Page 115 of Say It Isn't So

Well, if he was an adorable pomeranian, then I was an Italian greyhound—sweet but snappy and aggressive when I needed to be.

Before I could respond, that mischief was back and his hands were all over my stomach, tickling me like no tomorrow. Due to our previous friendship status two years ago, he happened to know a lot of my dirty little secrets. Well, this one was less dirty, but I’d definitely tried to keep it a secret. I was ticklish. Like laugh-so-hard-I-could-pee-my-pants ticklish.

I tried, I really did, but I couldn’t keep a straight face. At all. I was in stitches. He found my ultimate ticklish spot on my stomach (around my belly button) and wasn’t letting up. “Knox,” I begged, my hands around his wrists. “Stop, stop.”

He paused long enough to ask, “Are you going to tell me?”

I sucked on my lips and shook my head. “Never!” If he wanted to know that bad, it would have to be over my dead body.

“I know what you’re hiding!” he said, his eyes widening as though a lightbulb had gone off. He continued tickling me until I was almost a ball on the floor. He crouched down on the floor, too, to continue his all-out tickle war. “You have pornographic drawings in there!” Relenting, he paused and looked at me, waiting for an answer.

Catching my breath finally, I exhaled deeply. “You wish!” I pushed my hands out, holding him at bay.

He slipped off the couch and sat on the floor in front of it next to me. There was something so casual about his demeanor right now, I was so attracted to him in this moment but remembered his request that we keep things friendly. That was right, I was being mature and had been since our hot dog moment.

I mean, come on, I’d given it the best I had, pushing his buttons in all the ways I knew and nothing. Literally nothing. Zip. Zilch. Like liquid, this man seemed to be unbreakable. Or that egg the other morning when I had tried my hand at making an omelet—also unbreakable.

So, I decided toying with him was the wrong play here. I needed to respect his wishes, so I had been and was right now, too, even though it was killing me. I called that personal growth, thank you very much!

“Seriously, what’s going on with the notebook?” Knox turned to me, his arms hanging over his knees that were up in front of him as he sat on the floor with me. “I’ve never known you to be secretive.”

I shrugged and flipped my hair. “I’m usually not, but this is something I haven’t shared with anyone.” I was more than a little nervous about it, if I was being honest. No one knew my fantasy about designing wedding dresses. I was afraid if they did, no one would take it seriously or they’d pacify me, saying I should go for it, but not really meaning it.

Right now it was only mine and it felt safe that way. I already knew the facts:

1. I had no background in design.

2. I worked in ad sales and was good at that (thank you, Karoline, for the reminder).

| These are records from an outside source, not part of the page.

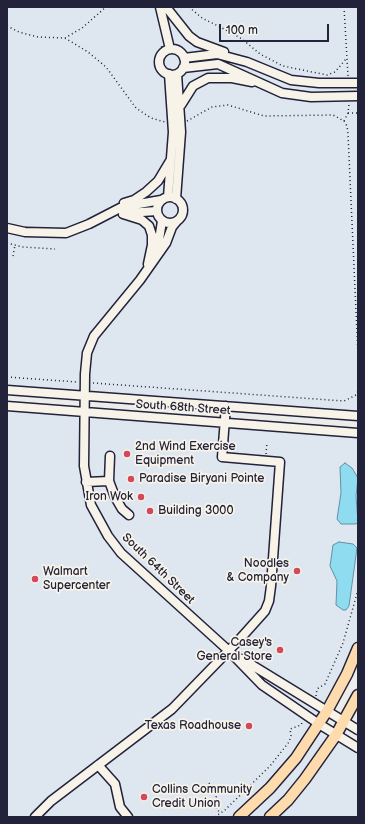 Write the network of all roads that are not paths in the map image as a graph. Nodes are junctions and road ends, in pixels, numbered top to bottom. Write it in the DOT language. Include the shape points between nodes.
graph roads {
  1 [pos="160,7"];
  2 [pos="166,7"];
  3 [pos="170,49"];
  4 [pos="184,58"];
  5 [pos="247,62"];
  6 [pos="173,73"];
  7 [pos="358,83"];
  8 [pos="269,86"];
  9 [pos="358,96"];
  10 [pos="180,106"];
  11 [pos="177,122"];
  12 [pos="172,157"];
  13 [pos="168,199"];
  14 [pos="157,211"];
  15 [pos="123,214"];
  16 [pos="105,216"];
  17 [pos="162,221"];
  18 [pos="177,221"];
  19 [pos="7,228"];
  20 [pos="146,270"];
  21 [pos="7,390"];
  22 [pos="85,396"];
  23 [pos="7,406"];
  24 [pos="226,406"];
  25 [pos="84,412"];
  26 [pos="358,416"];
  27 [pos="225,423"];
  28 [pos="358,433"];
  29 [pos="110,456"];
  30 [pos="109,481"];
  31 [pos="86,482"];
  32 [pos="130,515"];
  33 [pos="358,648"];
  34 [pos="229,651"];
  35 [pos="358,695"];
  36 [pos="327,711"];
  37 [pos="344,722"];
  38 [pos="319,724"];
  39 [pos="358,730"];
  40 [pos="336,735"];
  41 [pos="358,748"];
  42 [pos="98,765"];
  43 [pos="35,817"];
  44 [pos="128,817"];
  45 [pos="239,817"];
  46 [pos="270,817"];
  1 -- 3 [label="street"];
  2 -- 5 [label="street" via="181,27 197,42"];
  3 -- 4 [label="street" via="177,51"];
  3 -- 6 [label="street" via="161,56 159,63 162,70"];
  4 -- 5 [label="street" via="217,54"];
  4 -- 6 [label="street"];
  5 -- 7 [label="street" via="291,80"];
  6 -- 8 [label="street" via="204,64 218,64"];
  6 -- 10 [label="street"];
  6 -- 11 [label="street"];
  8 -- 9 [label="street" via="282,93 296,96"];
  8 -- 10 [label="street" via="232,78 208,78 193,86"];
  10 -- 11 [label="street"];
  11 -- 12 [label="street"];
  11 -- 13 [label="street" via="181,149"];
  12 -- 13 [label="street"];
  12 -- 16 [label="street" via="158,181 146,192 134,200 119,204"];
  13 -- 14 [label="street"];
  13 -- 16 [label="street" via="122,207"];
  13 -- 18 [label="street" via="181,204 183,211"];
  14 -- 15 [label="street"];
  14 -- 17 [label="street"];
  15 -- 16 [label="street"];
  15 -- 20 [label="street" via="142,220 150,231 152,245"];
  16 -- 19 [label="street" via="66,233 25,232"];
  17 -- 18 [label="street"];
  17 -- 20 [label="street" via="159,240"];
  18 -- 20 [label="street" via="166,243"];
  20 -- 22 [label="street, South 64th Street" via="94,336 87,353"];
  21 -- 22 [label="street, South 68th Street"];
  22 -- 24 [label="street, South 68th Street"];
  22 -- 25 [label="street, South 64th Street"];
  23 -- 25 [label="street, South 68th Street"];
  24 -- 26 [label="street, South 68th Street"];
  24 -- 27 [label="street"];
  25 -- 27 [label="street, South 68th Street"];
  25 -- 31 [label="street, South 64th Street"];
  27 -- 28 [label="street, South 68th Street"];
  27 -- 34 [label="street" via="222,457 280,462 269,601 265,611"];
  29 -- 30 [label="street"];
  30 -- 31 [label="street"];
  30 -- 32 [label="street" via="122,509"];
  31 -- 34 [label="street, South 64th Street" via="91,504 98,519 121,553"];
  33 -- 36 [label="main road"];
  34 -- 36 [label="street, South 64th Street"];
  34 -- 38 [label="street, South 64th Street" via="262,685"];
  34 -- 42 [label="street" via="172,709"];
  35 -- 37 [label="main road"];
  36 -- 37 [label="street, South 64th Street"];
  36 -- 38 [label="main road"];
  37 -- 39 [label="street, South 64th Street"];
  37 -- 40 [label="main road"];
  38 -- 40 [label="street, South 64th Street"];
  38 -- 45 [label="main road" via="296,758 270,788"];
  40 -- 41 [label="street, South 64th Street"];
  40 -- 46 [label="main road" via="306,779"];
  42 -- 43 [label="street" via="51,801"];
  42 -- 44 [label="street" via="115,784 120,807"];
} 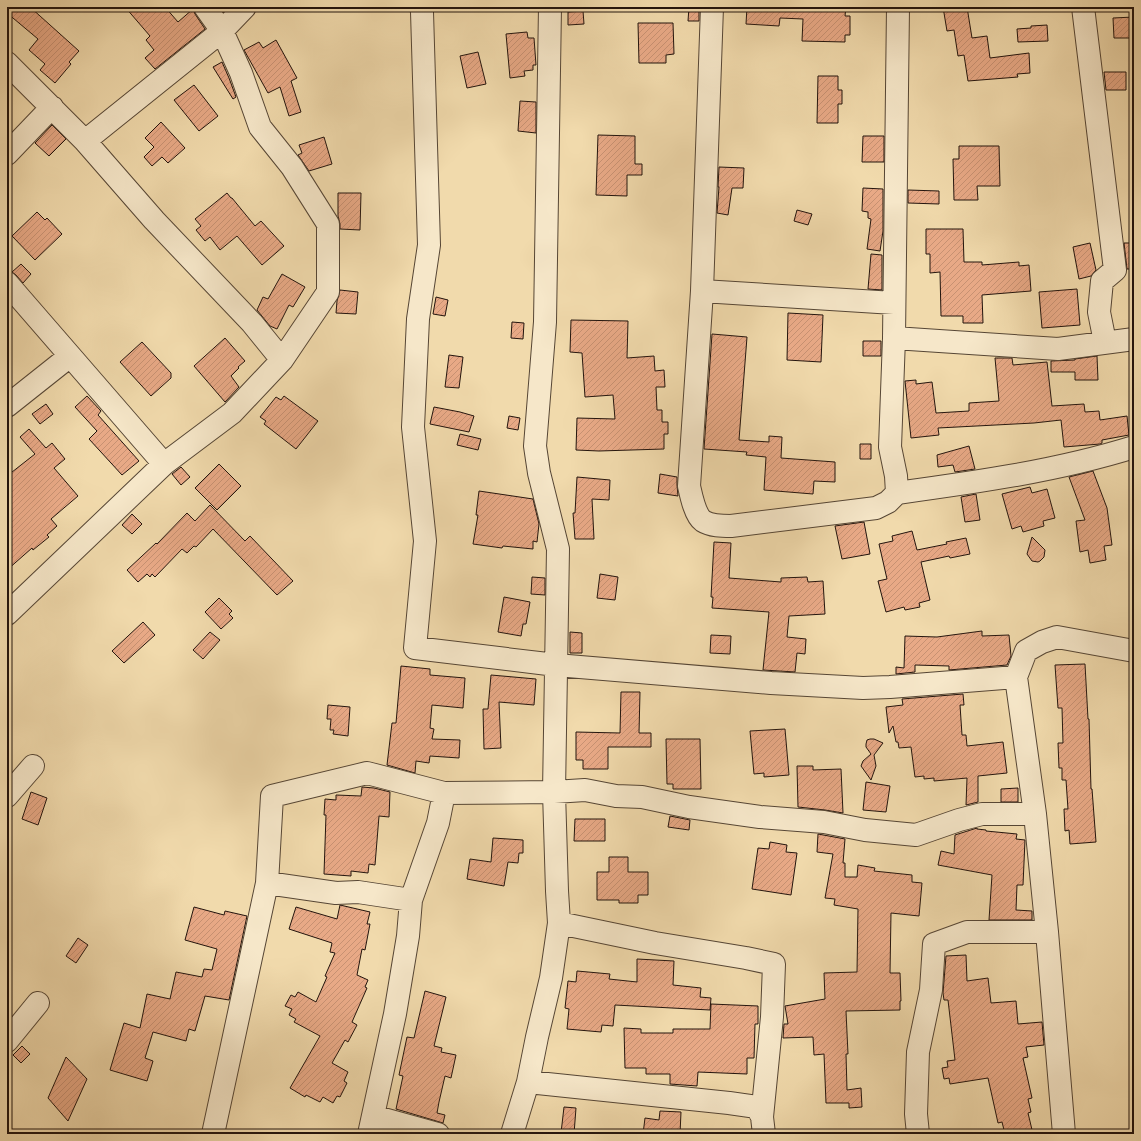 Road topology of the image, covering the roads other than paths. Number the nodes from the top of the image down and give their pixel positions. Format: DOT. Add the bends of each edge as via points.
graph roads {
  1 [pos="205,7"];
  2 [pos="245,7"];
  3 [pos="421,7"];
  4 [pos="550,7"];
  5 [pos="712,7"];
  6 [pos="898,7"];
  7 [pos="1083,7"];
  8 [pos="222,32"];
  9 [pos="7,63"];
  10 [pos="52,107"];
  11 [pos="86,141"];
  12 [pos="7,154"];
  13 [pos="7,283"];
  14 [pos="702,291"];
  15 [pos="894,303"];
  16 [pos="894,338"];
  17 [pos="1134,339"];
  18 [pos="1105,342"];
  19 [pos="70,356"];
  20 [pos="282,360"];
  21 [pos="7,406"];
  22 [pos="1134,447"];
  23 [pos="164,464"];
  24 [pos="897,493"];
  25 [pos="7,614"];
  26 [pos="1134,651"];
  27 [pos="556,665"];
  28 [pos="1016,677"];
  29 [pos="33,766"];
  30 [pos="554,792"];
  31 [pos="444,793"];
  32 [pos="7,796"];
  33 [pos="1034,814"];
  34 [pos="267,883"];
  35 [pos="411,900"];
  36 [pos="559,923"];
  37 [pos="1047,932"];
  38 [pos="38,1003"];
  39 [pos="7,1041"];
  40 [pos="528,1082"];
  41 [pos="371,1125"];
  42 [pos="763,1126"];
  43 [pos="213,1134"];
  44 [pos="438,1134"];
  45 [pos="512,1134"];
  46 [pos="918,1134"];
  47 [pos="1064,1134"];
  1 -- 8 [label="street"];
  2 -- 8 [label="street"];
  3 -- 27 [label="street" via="429,245 418,318 413,427 425,541 415,648"];
  4 -- 27 [label="street" via="545,322 535,446 558,549"];
  5 -- 14 [label="street"];
  6 -- 15 [label="street"];
  7 -- 18 [label="street" via="1115,270 1102,282 1099,312"];
  8 -- 11 [label="street"];
  8 -- 20 [label="street" via="241,73 260,127 292,167 328,224 328,292"];
  9 -- 10 [label="street"];
  10 -- 11 [label="street"];
  10 -- 12 [label="street"];
  11 -- 20 [label="street" via="154,220 252,322"];
  13 -- 19 [label="street"];
  14 -- 15 [label="street"];
  14 -- 24 [label="street" via="689,486 694,506 702,521 717,526 731,526 876,508 888,502"];
  15 -- 16 [label="street"];
  16 -- 18 [label="street" via="1058,348"];
  16 -- 24 [label="street" via="890,447"];
  17 -- 18 [label="street"];
  19 -- 21 [label="street"];
  19 -- 23 [label="street"];
  20 -- 23 [label="street" via="232,413"];
  22 -- 24 [label="street" via="1101,457 1003,478"];
  23 -- 25 [label="street"];
  26 -- 28 [label="street" via="1057,637 1026,651"];
  27 -- 28 [label="street" via="863,688"];
  27 -- 30 [label="street"];
  28 -- 33 [label="street"];
  29 -- 32 [label="street"];
  30 -- 31 [label="street"];
  30 -- 33 [label="street" via="584,790 760,817 824,822 865,830 916,835 982,814"];
  30 -- 36 [label="street"];
  31 -- 34 [label="street" via="367,773 272,796"];
  31 -- 35 [label="street" via="438,823"];
  33 -- 37 [label="street"];
  34 -- 35 [label="street"];
  34 -- 43 [label="street"];
  35 -- 41 [label="street" via="408,936 395,1014"];
  36 -- 40 [label="street" via="551,978"];
  36 -- 42 [label="street" via="774,964"];
  37 -- 46 [label="street" via="966,932 934,944 931,990 918,1052"];
  37 -- 47 [label="street"];
  38 -- 39 [label="street"];
  40 -- 42 [label="street" via="757,1107"];
  40 -- 45 [label="street"];
  41 -- 44 [label="street"];
}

3. The likelihood that I’d make it as a wedding dress designer was slim to none.

I knew all of this.

But sometimes it was nice to push it to the back of my mind and do something I loved. Even if it was silly. It wasmysilly thing to do.

“Not even your sisters?” Knox’s question broke me from my reverie.

I shook my head and he let out a low whistle. Let’s just say this was one of those things I wish I would’ve talked about with Mom before she died, but I couldn’t go back in time as much as I wanted to.

For some reason I’d always found it easier to open up to her about any and everything. I’d imagined how the conversation would go a thousand times. I always believed she’d be happy for me and wish me luck.

She had supported me in everything I’d ever done and never faulted me when I made a bad choice. In fact, she’d lived by the notion that the worst choices brought about the most beautiful discoveries. Mom was a beautiful soul.

I placed my head on the top of my knees and looked down.

I could tell Knox. Or I could keep it to myself, reserving my sketches just for me and take it to my grave. It didn’t seem like a bad idea, but it was a lonely one.

I should share this with someone, right?

Lifting my head, I rubbed my hands down my thighs as he said, “You don’t have to tell me, but if you need to talk, remember I’m here.”

Absorbing his words, I sat in silence for a second and thought about what he’d said. I nodded my understanding and watched as he placed his hand on the floor for leverage as he started to lift himself up. But I stopped him. “Wait,” I finally said and reached behind me to pull my sketchbook out from under the pillow. “I’d like to share it with you.”

Otherwise unmoving, he hitched an eyebrow in the air. “You sure?”

Again, I nodded. “Yes.” The full weight of that one word rocked me to my very core.

There was no going back now. Technically I was still holding it and didn’t have to give it to him, but I should, I should give it to him. I should let someone in.